Task to carry out.
Your answer must be the full set of records, repeated exactly.

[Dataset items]
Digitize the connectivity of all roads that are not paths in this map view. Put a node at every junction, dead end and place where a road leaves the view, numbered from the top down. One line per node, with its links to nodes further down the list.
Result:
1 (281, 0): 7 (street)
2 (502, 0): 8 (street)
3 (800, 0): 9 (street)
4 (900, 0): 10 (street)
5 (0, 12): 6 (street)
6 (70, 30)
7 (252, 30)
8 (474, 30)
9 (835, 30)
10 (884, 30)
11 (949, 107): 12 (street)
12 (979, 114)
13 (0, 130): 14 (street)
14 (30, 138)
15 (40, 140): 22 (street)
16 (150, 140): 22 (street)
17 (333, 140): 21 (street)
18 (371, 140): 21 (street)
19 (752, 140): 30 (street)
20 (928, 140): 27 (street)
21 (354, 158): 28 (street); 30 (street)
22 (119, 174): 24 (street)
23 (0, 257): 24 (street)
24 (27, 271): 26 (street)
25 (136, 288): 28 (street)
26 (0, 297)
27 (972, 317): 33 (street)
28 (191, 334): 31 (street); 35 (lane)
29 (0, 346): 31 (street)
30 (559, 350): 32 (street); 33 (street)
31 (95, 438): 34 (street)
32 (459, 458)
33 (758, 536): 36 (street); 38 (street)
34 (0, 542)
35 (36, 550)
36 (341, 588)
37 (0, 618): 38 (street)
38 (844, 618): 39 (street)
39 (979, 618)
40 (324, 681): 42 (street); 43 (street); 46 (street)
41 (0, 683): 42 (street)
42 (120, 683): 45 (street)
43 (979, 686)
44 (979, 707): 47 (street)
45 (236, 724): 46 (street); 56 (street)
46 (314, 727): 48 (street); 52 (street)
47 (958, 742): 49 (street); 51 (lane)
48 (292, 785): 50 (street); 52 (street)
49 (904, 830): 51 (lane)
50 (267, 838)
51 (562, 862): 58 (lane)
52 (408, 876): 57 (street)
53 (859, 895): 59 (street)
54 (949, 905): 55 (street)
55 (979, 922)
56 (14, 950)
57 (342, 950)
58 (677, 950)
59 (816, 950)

Answer area.
Digitize the connectivity of all roads that are not paths in this map view. Put a node at every junction, dead end and place where a road leaves the view, numbered from the top down. One line per node, with its links to nodes further down the list.
Result:
1 (281, 0): 7 (street)
2 (502, 0): 8 (street)
3 (800, 0): 9 (street)
4 (900, 0): 10 (street)
5 (0, 12): 6 (street)
6 (70, 30)
7 (252, 30)
8 (474, 30)
9 (835, 30)
10 (884, 30)
11 (949, 107): 12 (street)
12 (979, 114)
13 (0, 130): 14 (street)
14 (30, 138)
15 (40, 140): 22 (street)
16 (150, 140): 22 (street)
17 (333, 140): 21 (street)
18 (371, 140): 21 (street)
19 (752, 140): 30 (street)
20 (928, 140): 27 (street)
21 (354, 158): 28 (street); 30 (street)
22 (119, 174): 24 (street)
23 (0, 257): 24 (street)
24 (27, 271): 26 (street)
25 (136, 288): 28 (street)
26 (0, 297)
27 (972, 317): 33 (street)
28 (191, 334): 31 (street); 35 (lane)
29 (0, 346): 31 (street)
30 (559, 350): 32 (street); 33 (street)
31 (95, 438): 34 (street)
32 (459, 458)
33 (758, 536): 36 (street); 38 (street)
34 (0, 542)
35 (36, 550)
36 (341, 588)
37 (0, 618): 38 (street)
38 (844, 618): 39 (street)
39 (979, 618)
40 (324, 681): 42 (street); 43 (street); 46 (street)
41 (0, 683): 42 (street)
42 (120, 683): 45 (street)
43 (979, 686)
44 (979, 707): 47 (street)
45 (236, 724): 46 (street); 56 (street)
46 (314, 727): 48 (street); 52 (street)
47 (958, 742): 49 (street); 51 (lane)
48 (292, 785): 50 (street); 52 (street)
49 (904, 830): 51 (lane)
50 (267, 838)
51 (562, 862): 58 (lane)
52 (408, 876): 57 (street)
53 (859, 895): 59 (street)
54 (949, 905): 55 (street)
55 (979, 922)
56 (14, 950)
57 (342, 950)
58 (677, 950)
59 (816, 950)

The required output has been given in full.